Cinéraires

 

 

     À Térésa Milanollo, sur la mort de sa sœur Maria

 

 

                                         I

 

Mon Dieu ! qu’il est navrant, ô mon Dieu ! qu’il est triste

De regarder s’abattre et mourir une artiste

Jeune et rose,... le sein tout gonflé d’avenir ;

L’âme ouverte à des jours qui ne peuvent venir ;

De sa mutine enfance ou de gloire lassée ;

Et comme une willis à la mort fiancée,

Entre son lit de crêpe et son pâle fauteuil

Ne croyant voir toujours que le plomb du cercueil !...

 

Qu’une artiste est donc faible, et qu’il faut peu de choses,

Hélas ! pour nous ravir nos belles virtuoses !

Comme le sol remue et tremble sous leurs pas !
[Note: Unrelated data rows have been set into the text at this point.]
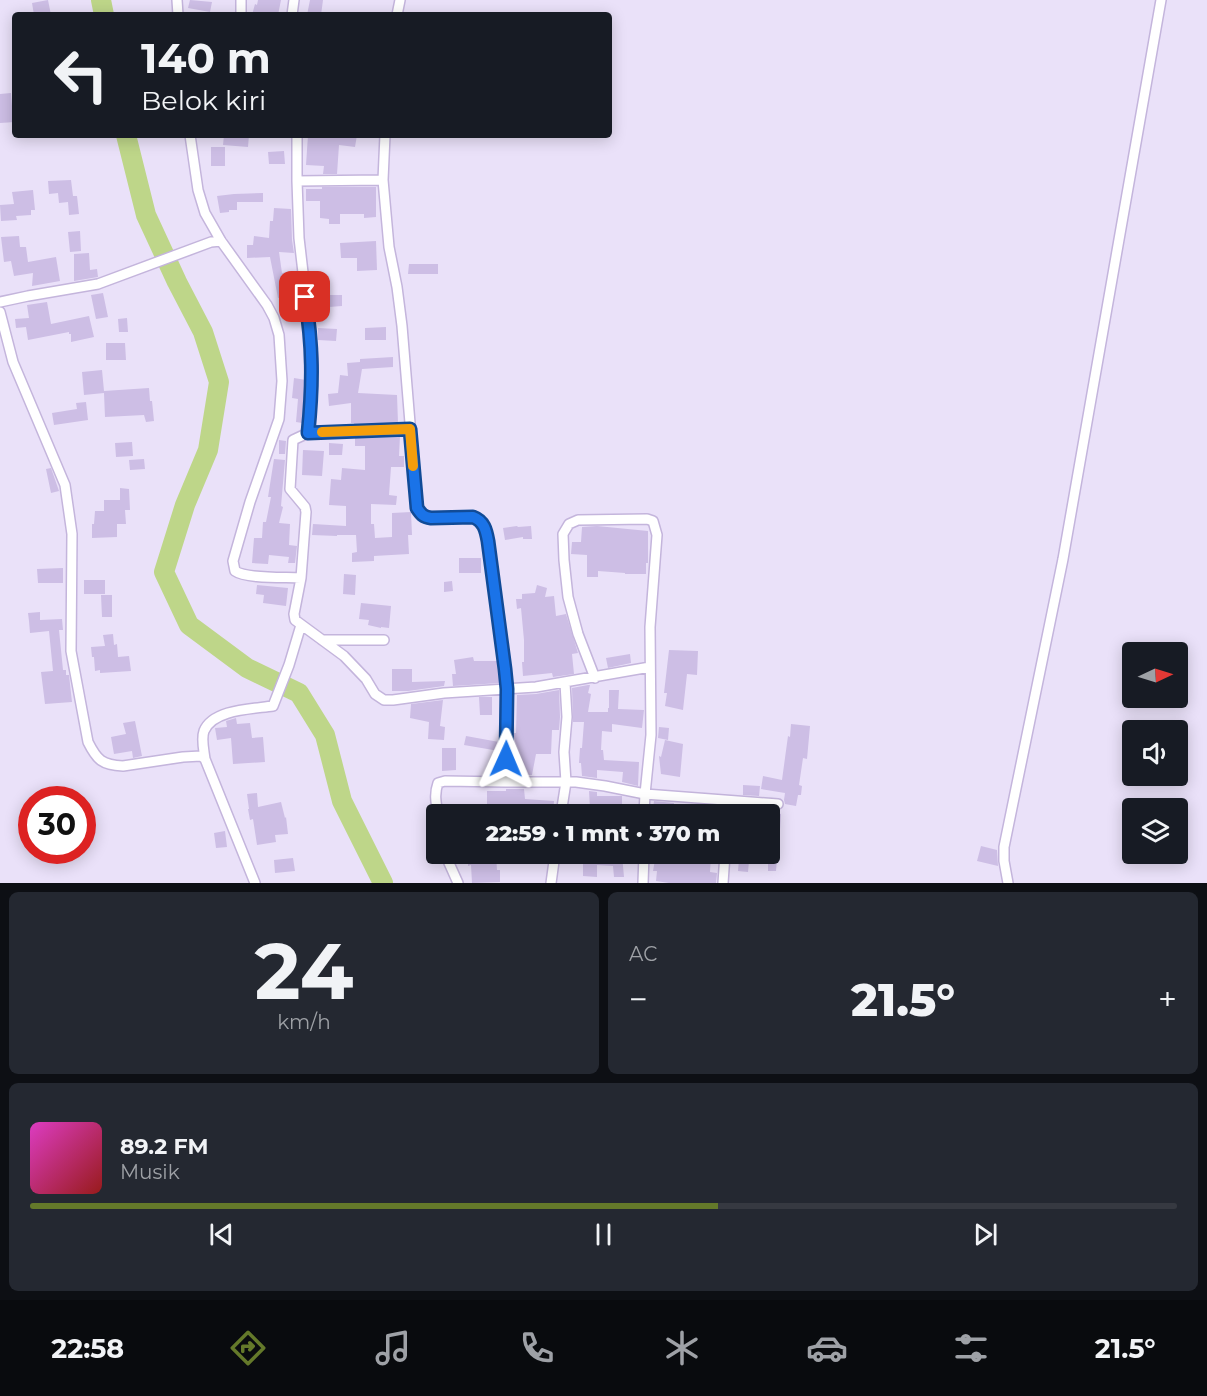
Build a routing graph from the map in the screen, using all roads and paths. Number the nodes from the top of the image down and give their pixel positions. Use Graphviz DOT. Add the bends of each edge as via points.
graph roads {
  1 [pos="1161,0"];
  2 [pos="190,138"];
  3 [pos="297,138"];
  4 [pos="386,138"];
  5 [pos="383,180"];
  6 [pos="297,181"];
  7 [pos="216,242"];
  8 [pos="0,302"];
  9 [pos="0,312"];
  10 [pos="410,429"];
  11 [pos="308,433"];
  12 [pos="300,578"];
  13 [pos="301,625"];
  14 [pos="322,640"];
  15 [pos="384,640"];
  16 [pos="650,668"];
  17 [pos="595,678"];
  18 [pos="565,683"];
  19 [pos="507,689"];
  20 [pos="205,759"];
  21 [pos="505,782"];
  22 [pos="566,782"];
  23 [pos="645,794"];
  24 [pos="727,801"];
  25 [pos="436,804"];
  26 [pos="563,804"];
  27 [pos="644,804"];
  28 [pos="778,804"];
  29 [pos="449,864"];
  30 [pos="554,864"];
  31 [pos="644,864"];
  32 [pos="724,864"];
  33 [pos="255,883"];
  34 [pos="458,883"];
  35 [pos="551,883"];
  36 [pos="643,883"];
  37 [pos="723,883"];
  38 [pos="1008,883"];
  1 -- 38 [label="street" via="1063,559 1004,847"];
  2 -- 7 [label="street" via="198,190"];
  3 -- 6 [label="street"];
  4 -- 5 [label="street"];
  5 -- 6 [label="street"];
  5 -- 10 [label="street" via="389,248 398,287"];
  6 -- 11 [label="street" via="299,238 313,359"];
  7 -- 8 [label="street" via="98,284"];
  7 -- 12 [label="street" via="267,305 279,335 281,354 279,419 250,502 233,567 239,574"];
  9 -- 20 [label="street" via="13,362 65,485 72,534 72,651 88,742 102,762 113,765 183,757"];
  10 -- 11 [label="street"];
  10 -- 19 [label="street" via="420,514 431,518 473,517 485,527"];
  11 -- 12 [label="street" via="292,442 291,489 306,512"];
  12 -- 13 [label="street" via="294,614"];
  13 -- 14 [label="street"];
  13 -- 20 [label="street" via="273,706 214,718 203,733"];
  14 -- 15 [label="street"];
  14 -- 19 [label="street" via="344,656 384,700"];
  16 -- 17 [label="street"];
  16 -- 17 [label="street" via="657,535 653,521 578,520 569,524 563,534 564,560 568,597"];
  16 -- 23 [label="street" via="651,735"];
  17 -- 18 [label="street"];
  18 -- 19 [label="street"];
  18 -- 22 [label="street"];
  19 -- 21 [label="street"];
  20 -- 33 [label="street"];
  21 -- 22 [label="street"];
  21 -- 25 [label="street" via="438,783"];
  22 -- 23 [label="street"];
  22 -- 26 [label="street"];
  23 -- 24 [label="street"];
  23 -- 27 [label="street"];
  24 -- 28 [label="street"];
  29 -- 34 [label="street"];
  30 -- 35 [label="street"];
  31 -- 36 [label="street"];
  32 -- 37 [label="street"];
}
Que l’été passe vite, et combien ici-bas

Les soleils ont brûlé sur leur tige fertile

De ces fruits d’or où coule une sève inutile !

 

 

                                        II

 

Malheur à nous, Seigneur, qui ne comprenons plus

Pourquoi ta main nous donne ou reprend tes élus !
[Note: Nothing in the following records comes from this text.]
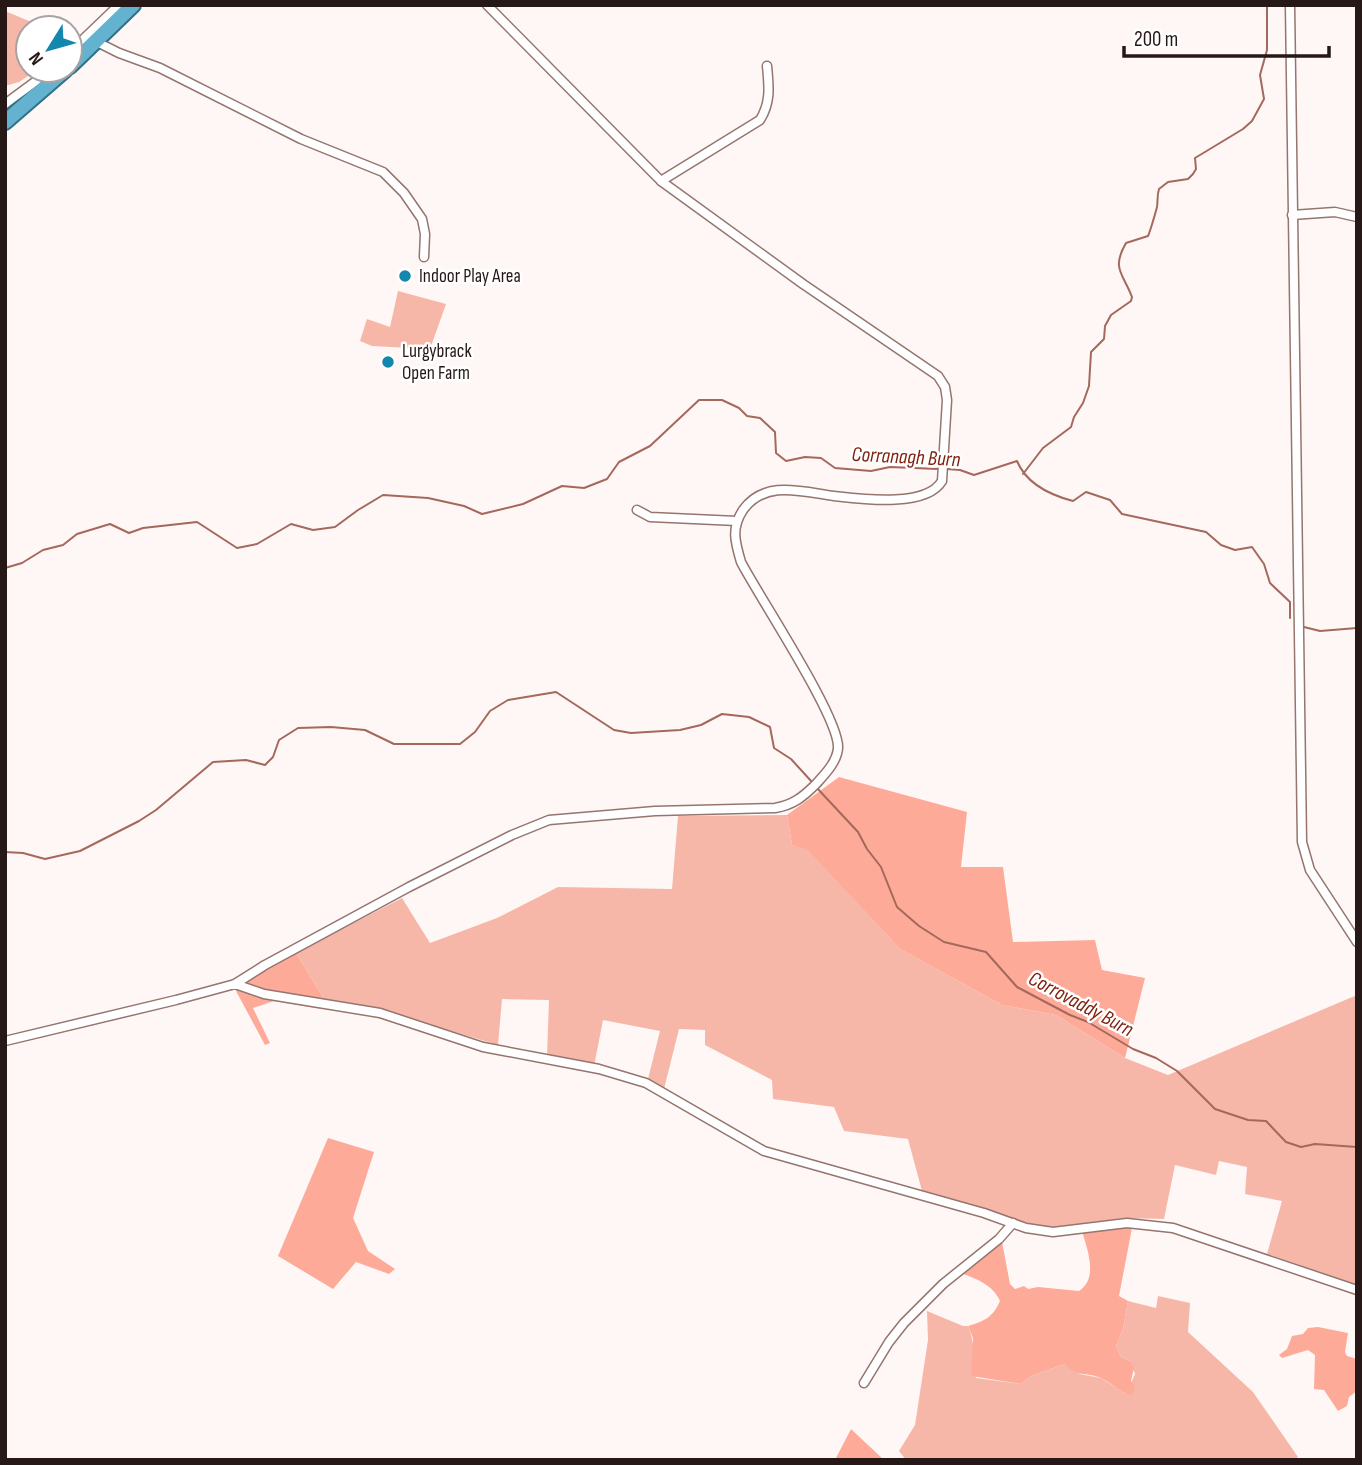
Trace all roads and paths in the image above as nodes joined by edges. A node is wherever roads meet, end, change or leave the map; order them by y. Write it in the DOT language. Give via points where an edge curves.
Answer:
graph roads {
  1 [pos="119,5"];
  2 [pos="133,5"];
  3 [pos="487,5"];
  4 [pos="1290,5"];
  5 [pos="84,39"];
  6 [pos="95,41"];
  7 [pos="84,52"];
  8 [pos="767,66"];
  9 [pos="32,84"];
  10 [pos="49,84"];
  11 [pos="5,104"];
  12 [pos="5,122"];
  13 [pos="661,181"];
  14 [pos="1292,215"];
  15 [pos="1357,217"];
  16 [pos="424,257"];
  17 [pos="637,510"];
  18 [pos="737,521"];
  19 [pos="1357,942"];
  20 [pos="235,984"];
  21 [pos="5,1041"];
  22 [pos="1013,1223"];
  23 [pos="1357,1290"];
  24 [pos="864,1383"];
  1 -- 5 [label="street"];
  2 -- 6 [label="highway"];
  3 -- 13 [label="street"];
  4 -- 14 [label="street"];
  6 -- 7 [label="highway"];
  6 -- 16 [label="street" via="160,68 301,139 383,172 422,219"];
  8 -- 13 [label="street" via="768,107 760,120"];
  9 -- 11 [label="street"];
  10 -- 12 [label="highway"];
  13 -- 18 [label="street" via="934,372 945,387 942,478 933,492 904,499 772,491 755,498"];
  14 -- 15 [label="street" via="1335,212"];
  14 -- 19 [label="street" via="1302,842 1310,870"];
  17 -- 18 [label="street" via="650,517"];
  18 -- 20 [label="street" via="734,530 741,562 837,738 835,758 821,779 793,803 775,808 549,820 409,887"];
  20 -- 21 [label="street"];
  20 -- 22 [label="street" via="264,994 380,1013 483,1046 646,1083 764,1151"];
  22 -- 23 [label="street" via="1053,1232 1127,1223 1173,1228"];
  22 -- 24 [label="street" via="904,1323"];
}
C’est lorsque tout s’écroule et que tout recommence

Qu’Amphion doit venir, et de la Thèbe immense

Élever en chantant les robustes contours ;

C’est lorsque le pouvoir tremble au sommet des tours ;

Quand la louve cruelle a soif, et qu’elle grince ;

Quand les haches du peuple et le glaive du prince

Émoussent leurs tranchants et brisent leurs faisceaux ;

C’est alors qu’il faudrait, au-dessus des ruisseaux,

Par delà nos vapeurs, nos brumes et nos fanges,

Écouter le nébel extatique des anges...

Ce siècle, qu’on appelle un âge monstrueux,

Laverait sa blessure à ton flot vertueux,

Puissante mélodie, et la loi des supplices

Expirerait peut-être en tes saintes délices !...

 

 

                                       III

 

Mais non : voilà que Dieu nous les prend tour-à-tour,

Les riches d’harmonie et les riches d’amour.

Nos poètes vieillis, comme un tronc séculaire,

Tombent, les yeux éteints, sans aigreur, sans colère,

Emportant avec eux dans leurs cœurs indulgents

Le trésor qui devait nourrir les indigents...

Quel oiseau chante, alors que la nue est mauvaise ?

Qui n’a point répandu les pleurs de Pergolèse,

Et qui n’a demandé quelquefois au Seigneur

De nous laisser toujours ce qu’il a de meilleur ?

 

 

                                        IV

 

Ô vous que nous avons si souvent applaudies,

Sœurs jumelles de l’art aux chastes mélodies,

Couple heureux et charmant, qu’êtes-vous devenu ?

Toi surtout, Maria : le beau sylphe ingénu

Qui recueillait, durant les nuits chaudes et blanches,

Tous ces soupirs de feu qui traversent les branches

Et retombent avec l’odeur du cyclamen !

Toi qui naquis sans doute aux plages d’Yémen ;

Toi, le génie ailé des fables levantines

Dont on cherche à baiser les deux mains enfantines,

Et qui, méconnaissant l’orgueil impérieux,

S’étonne de sa gloire et fixe ses grands yeux !

Maria, toi la jeune et vermeille étourdie,

D’où vient que sur l’archet ta main reste engourdie ?...

 

 

                                        V

 

Ô ciel ! morte d’hier !... Quoi, morte avant d’avoir

Achevé tous les chants que tu devais savoir !

Condamnée à laisser une sœur orpheline ;

Que ravage l’angoisse et que le deuil incline ;

Cette autre mère unie à ton sang, Maria,

Et qui, seule aujourd’hui, comme le paria,

Seule viendra pleurer à l’angle du théâtre !...

Quoi ! morte à receler dans ta gorge bleuâtre

Et dans ton sein maigri les charbons de la toux !

Morte de même enfin que nous expirons tous !

 

Ah ! pauvre trépassée ! – Ah ! comme il est donc triste

De regarder s’abattre et mourir une artiste

Jeune et rose,... le cœur bondissant d’avenir ;

L’âme ouverte à des jours qui ne peuvent venir ;

Des ses jeux turbulents ou de gloire lassée ;

Et comme une willis à la mort fiancée,

Entre son lit de crêpe et son pâle fauteuil

Ne distinguant toujours que le plomb d’un cercueil !

 

 

                                        VI

 

– Maria, j’ai gravé ton nom sur mes tablettes :

Adieu !... –

                    Les bois sont pleins de feuilles violettes ;

Et dans l’orme de pourpre on croirait par instant

Qu’une grive avertit le chasseur qui l’attend.

 

 

 

                                         Jules ABRASSART.

 

                                         Paru dans Poésies de l’Académie

                                         des muses santones en 1895.